According to the passengers and sky marshals, Argüello was shot four times during this struggle, and later succumbed to his wounds; he was dead by the time he and Khaled had been loaded into an ambulance to Hillingdon Hospital, possibly before they left the plane. Bar-Lev refused orders from El Al to return to Israel due to his concern for the wounded Vider. Argüello's accomplice Khaled, who survived the incident, has at various times claimed that he was shot after they both failed to successfully hijack the plane.

==Legacy==
In 1972, the Japanese Red Army and the Popular Front for the Liberation of Palestine (PFLP) killed 26 people and wounded more than 80 in the Lod Airport massacre. The letter claiming responsibility for the attack, which the PFLP had dubbed "Operation Dir Yassin" against Israel, explained that it had been carried by Squad of the Martyr Patrick Argüello — though Argüello had been killed two years earlier in the failed hijacking.

In the late 1970s, a small book publisher in San Francisco, California, named itself the Patrick Argüello Press/People's Information Relay. It was noted chiefly for publishing Minimanual of the Urban Guerrilla and Red Army Faction. American authorities arrested the publisher's editors on unrelated charges, following which the company was dissolved.

In 1983, after the Nicaraguan Revolution, the Sandinista National Liberation Front commemorated Argüello by renaming the geothermal plant at Momotombo in his honor. However, after the 9/11 attacks against the United States, the Nicaraguan government of Arnoldo Alemán removed the name of the plant, claiming it was wrong to honor a terrorist.
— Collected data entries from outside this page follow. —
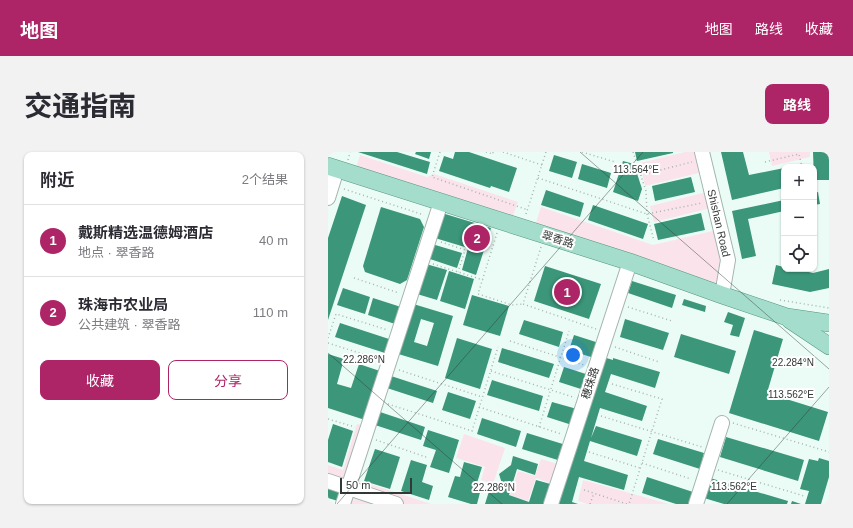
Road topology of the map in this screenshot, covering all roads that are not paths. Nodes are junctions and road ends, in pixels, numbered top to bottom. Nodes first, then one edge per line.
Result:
1 (703, 155) edge
2 (333, 167) edge
3 (330, 192) edge
4 (441, 202) junction
5 (630, 262) junction
6 (722, 295) junction
7 (787, 317) junction
8 (829, 323) edge
9 (829, 346) edge
10 (722, 424) road end
11 (328, 481) edge
12 (348, 488) junction
13 (343, 504) edge
14 (396, 504) edge
15 (551, 504) edge
16 (696, 504) edge

1 - 6 street, Shishan Road
2 - 3 street
2 - 4 main road, 翠香路
4 - 5 main road, 翠香路
4 - 12 street
5 - 6 main road, 翠香路
5 - 15 street, 穗珠路
6 - 7 main road, 翠香路
7 - 8 main road
7 - 9 main road
10 - 16 street
11 - 12 street
12 - 13 street
12 - 14 street

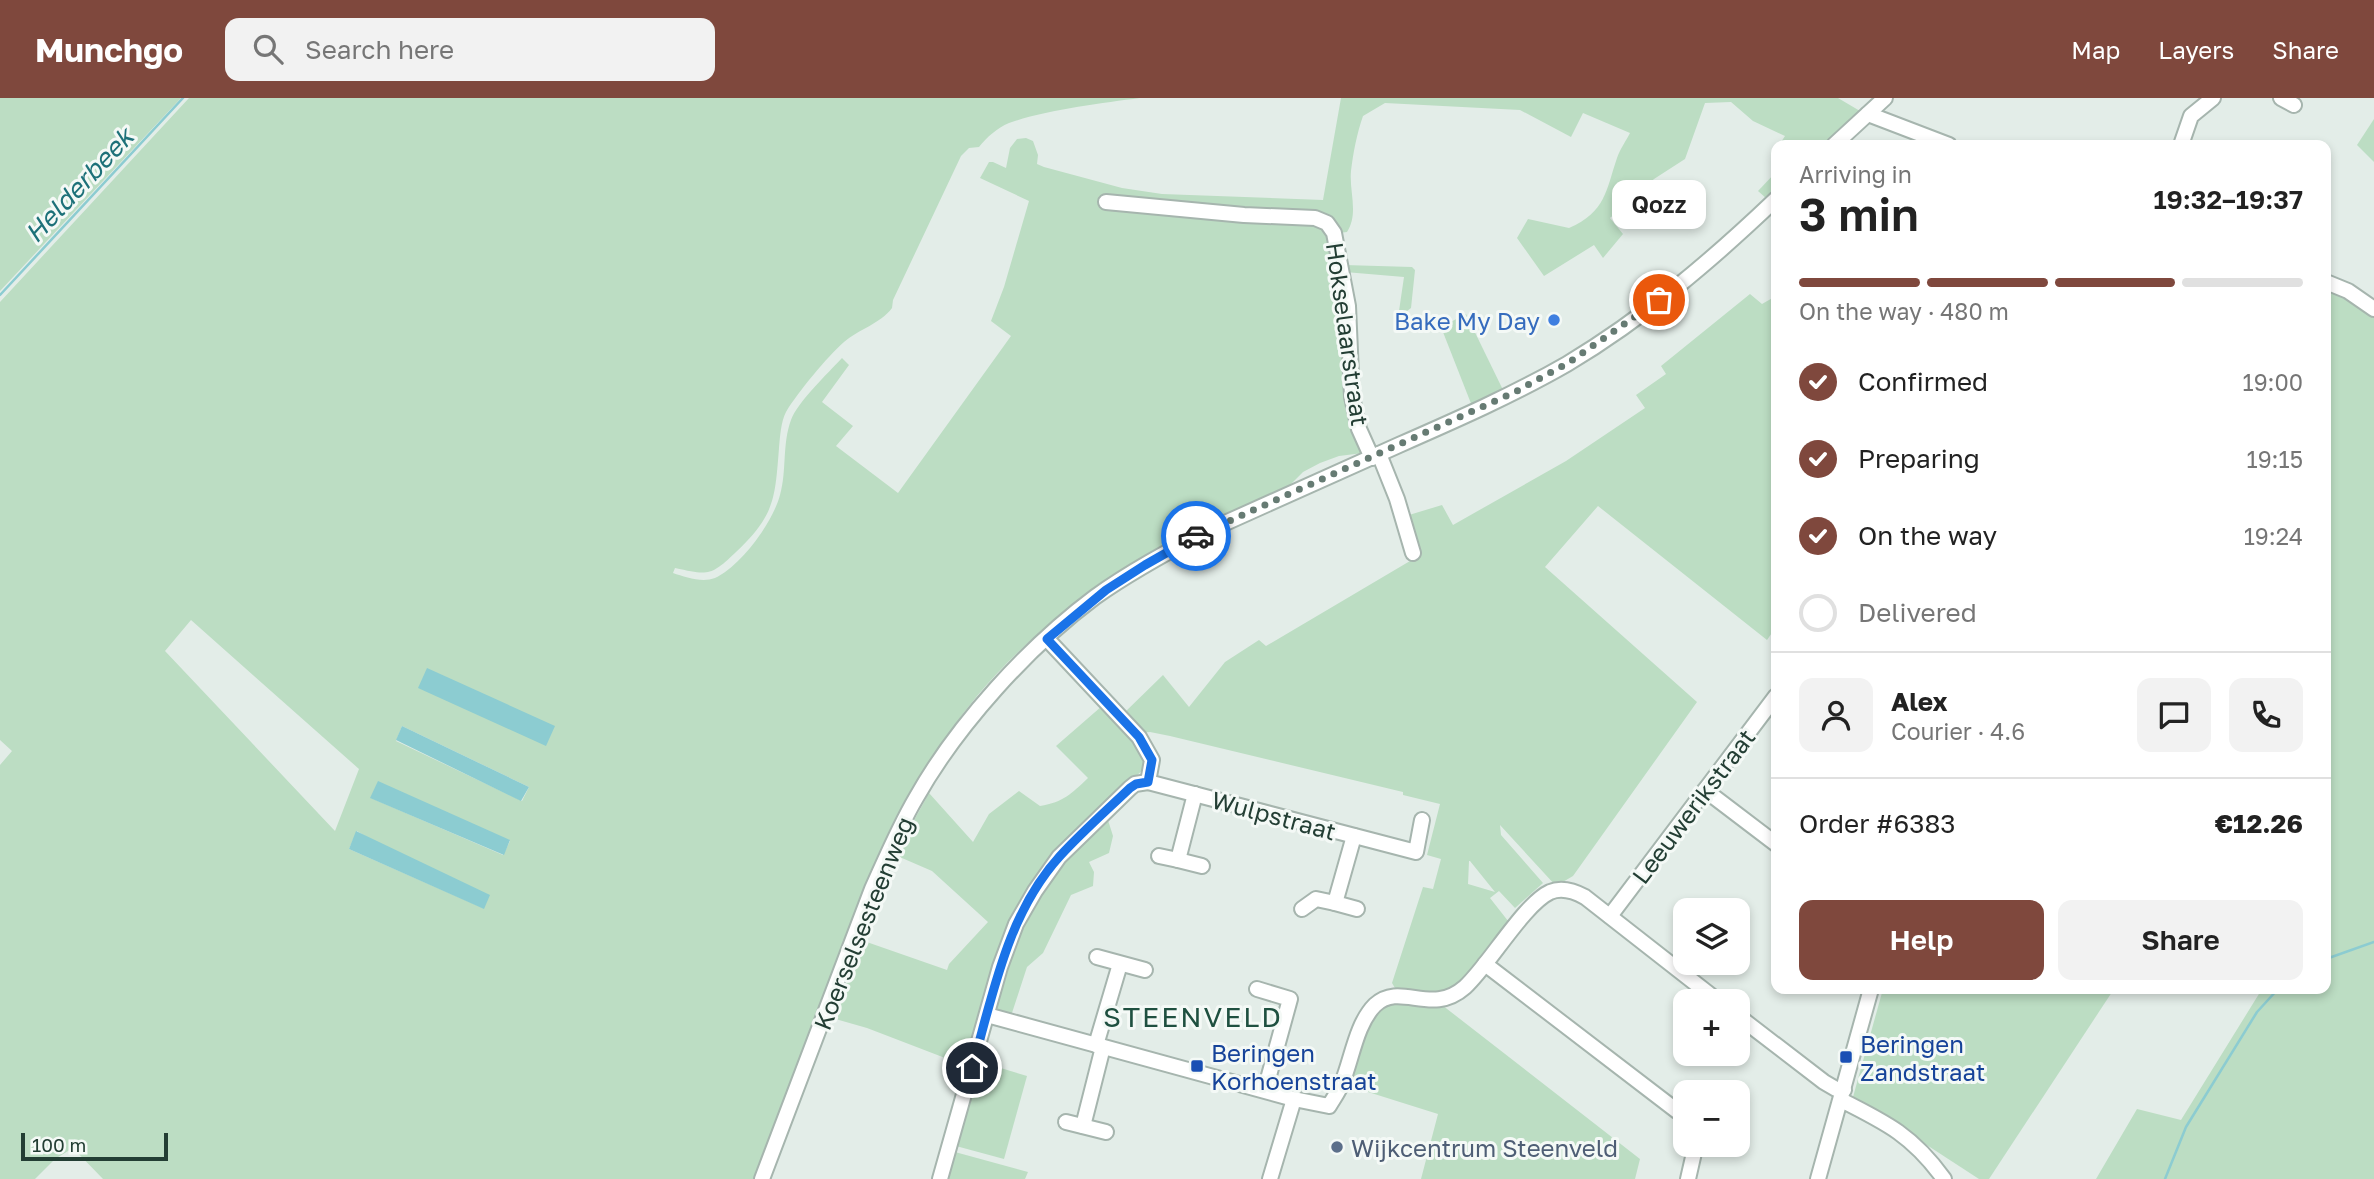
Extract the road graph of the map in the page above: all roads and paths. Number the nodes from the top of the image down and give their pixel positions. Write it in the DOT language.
graph roads {
  1 [pos="1885,98"];
  2 [pos="2213,98"];
  3 [pos="1868,114"];
  4 [pos="1839,140"];
  5 [pos="1936,140"];
  6 [pos="2183,140"];
  7 [pos="1106,202"];
  8 [pos="1771,205"];
  9 [pos="2331,284"];
  10 [pos="2374,309"];
  11 [pos="1375,456"];
  12 [pos="1413,553"];
  13 [pos="1047,639"];
  14 [pos="1771,703"];
  15 [pos="1148,782"];
  16 [pos="1705,790"];
  17 [pos="1195,794"];
  18 [pos="1422,820"];
  19 [pos="1353,836"];
  20 [pos="1771,840"];
  21 [pos="1159,856"];
  22 [pos="1178,860"];
  23 [pos="1202,866"];
  24 [pos="1335,903"];
  25 [pos="1302,909"];
  26 [pos="1357,909"];
  27 [pos="1610,916"];
  28 [pos="1097,957"];
  29 [pos="1120,964"];
  30 [pos="1485,964"];
  31 [pos="1145,970"];
  32 [pos="1257,989"];
  33 [pos="1703,989"];
  34 [pos="1870,994"];
  35 [pos="987,1015"];
  36 [pos="1750,1025"];
  37 [pos="1100,1046"];
  38 [pos="1265,1090"];
  39 [pos="1842,1095"];
  40 [pos="1294,1099"];
  41 [pos="1673,1109"];
  42 [pos="1066,1122"];
  43 [pos="1083,1126"];
  44 [pos="1106,1132"];
  45 [pos="1693,1157"];
  46 [pos="762,1179"];
  47 [pos="940,1179"];
  48 [pos="1270,1179"];
  49 [pos="1688,1179"];
  50 [pos="1818,1179"];
  51 [pos="1944,1179"];
  1 -- 3 [label="street"];
  2 -- 6 [label="street"];
  3 -- 4 [label="street"];
  3 -- 5 [label="street"];
  7 -- 11 [label="street, Hokselaarstraat"];
  8 -- 11 [label="street, Koerselsesteenweg"];
  9 -- 10 [label="street"];
  11 -- 12 [label="street"];
  11 -- 13 [label="street, Koerselsesteenweg"];
  13 -- 15 [label="street"];
  13 -- 46 [label="street, Koerselsesteenweg"];
  14 -- 16 [label="street, Leeuwerikstraat"];
  15 -- 17 [label="street, Wulpstraat"];
  15 -- 35 [label="street"];
  16 -- 20 [label="street"];
  16 -- 27 [label="street, Leeuwerikstraat"];
  17 -- 19 [label="street, Wulpstraat"];
  17 -- 22 [label="street, Wulpstraat"];
  18 -- 19 [label="street, Wulpstraat"];
  19 -- 24 [label="street, Wulpstraat"];
  21 -- 22 [label="street"];
  22 -- 23 [label="street"];
  24 -- 25 [label="street"];
  24 -- 26 [label="street"];
  27 -- 30 [label="street"];
  27 -- 33 [label="street"];
  28 -- 29 [label="street"];
  29 -- 31 [label="street"];
  29 -- 37 [label="street"];
  30 -- 40 [label="street"];
  30 -- 41 [label="street"];
  32 -- 38 [label="street"];
  34 -- 39 [label="street"];
  35 -- 37 [label="street"];
  35 -- 47 [label="street"];
  36 -- 39 [label="street"];
  37 -- 38 [label="street"];
  37 -- 43 [label="street"];
  38 -- 40 [label="street"];
  39 -- 50 [label="street"];
  39 -- 51 [label="street"];
  40 -- 48 [label="street"];
  42 -- 43 [label="street"];
  43 -- 44 [label="street"];
  45 -- 49 [label="street"];
}
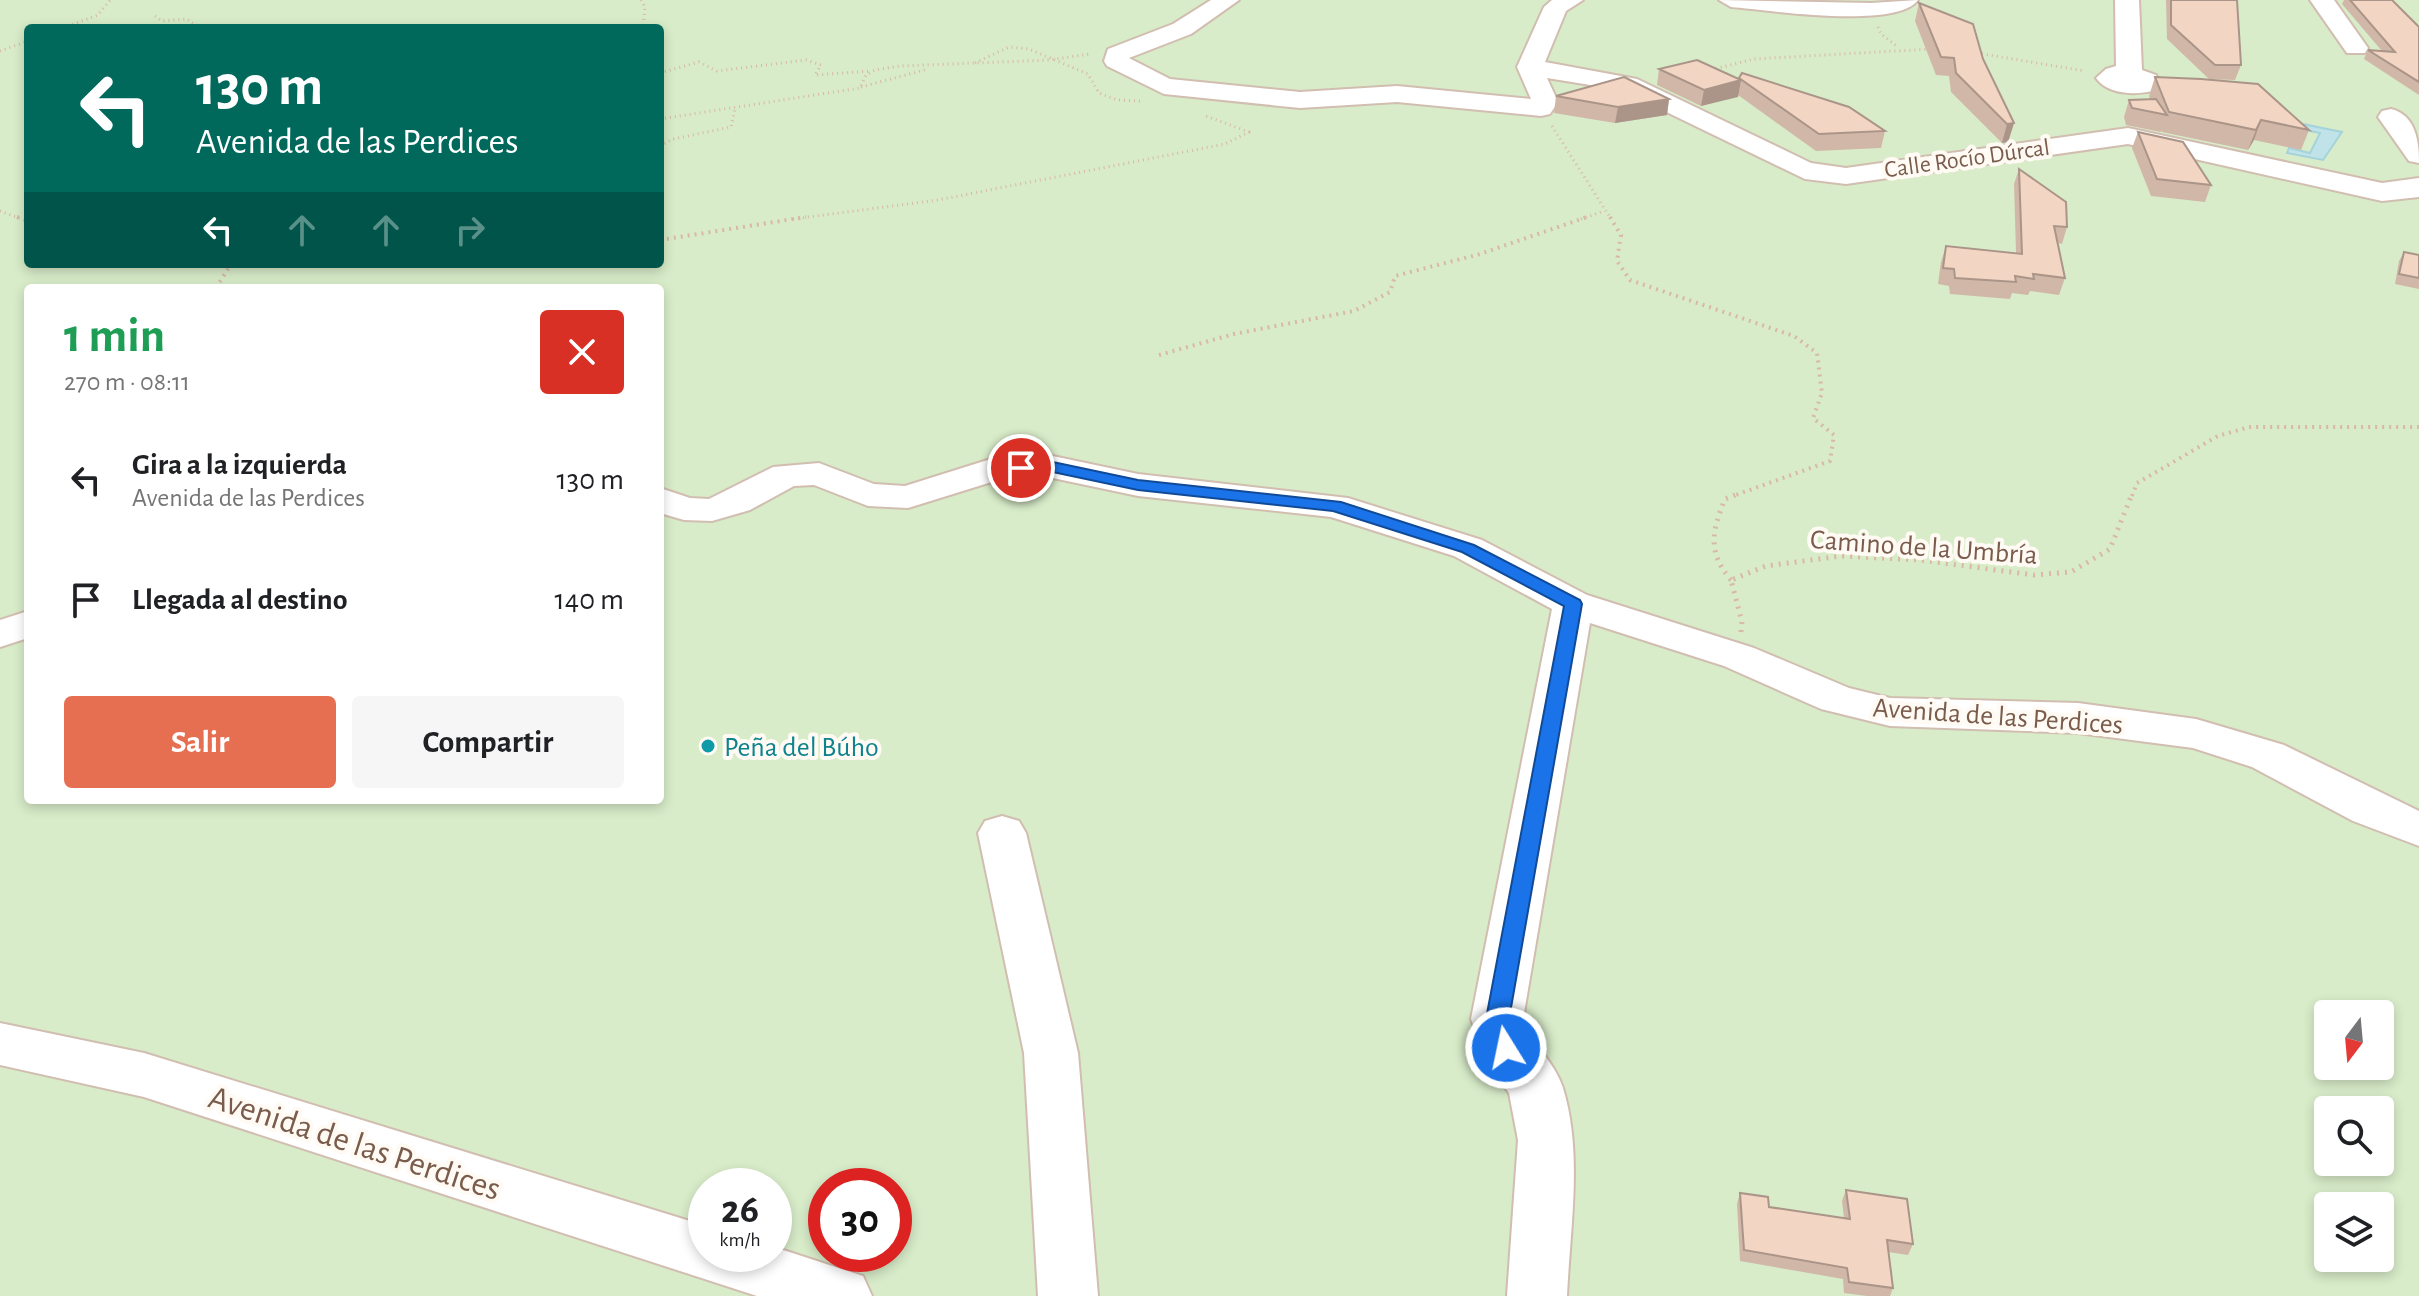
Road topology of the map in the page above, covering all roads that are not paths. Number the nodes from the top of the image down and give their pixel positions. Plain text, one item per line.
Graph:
1 (1227, 0) edge
2 (1571, 0) edge
3 (1731, 0) edge
4 (1906, 0) edge
5 (2127, 0) edge
6 (2322, 0) edge
7 (2356, 48) dead end
8 (1530, 67) junction
9 (2120, 75) road end
10 (2391, 117) dead end
11 (2419, 155) edge
12 (2419, 187) edge
13 (664, 501) edge
14 (1573, 604) junction
15 (24, 625) edge
16 (0, 634) edge
17 (2419, 829) edge
18 (1002, 833) dead end
19 (0, 1044) edge
20 (688, 1248) edge
21 (765, 1272) edge
22 (842, 1296) edge
23 (1068, 1296) edge
24 (1537, 1296) edge

1 - 8 street
2 - 8 street
3 - 4 street
5 - 9 street
6 - 7 street
8 - 12 street, Calle Rocío Dúrcal
10 - 11 street
13 - 14 street, Avenida de las Perdices
14 - 17 street, Avenida de las Perdices
14 - 24 street
15 - 16 street
18 - 23 street
19 - 20 street, Avenida de las Perdices
21 - 22 street, Avenida de las Perdices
The 1990s British musical group Baader Meinhof wrote a song entitled "Kill Ramirez" with the verse: "Patrick Argüello, Leila Khaled/disappeared into the tail end of the plane/said he's not one/of the brothers/good days bad days/they're all the same/Kill Ramirez el pirata"; the publisher Luke Haines used a pseudonym for the album.

==Quotes==
Palestinian militant Leila Khaled spoke of Argüello often after the hijacking, stating: "Our rendezvous with history was approaching: all plans had to be translated into action; history was ours to write; Patrick Argüello was to write it in blood, I was not so honoured."

Palestinian author Ghassan Kanafani later spoke of Argüello, stating: "The martyr Patrick Argüello is a symbol for a just cause and the struggle to achieve it, a struggle without limits. He is a symbol for the oppressed and deprived masses, represented by Oum Saad and many others coming from the camps and from all parts of Lebanon, who marched in his funeral procession."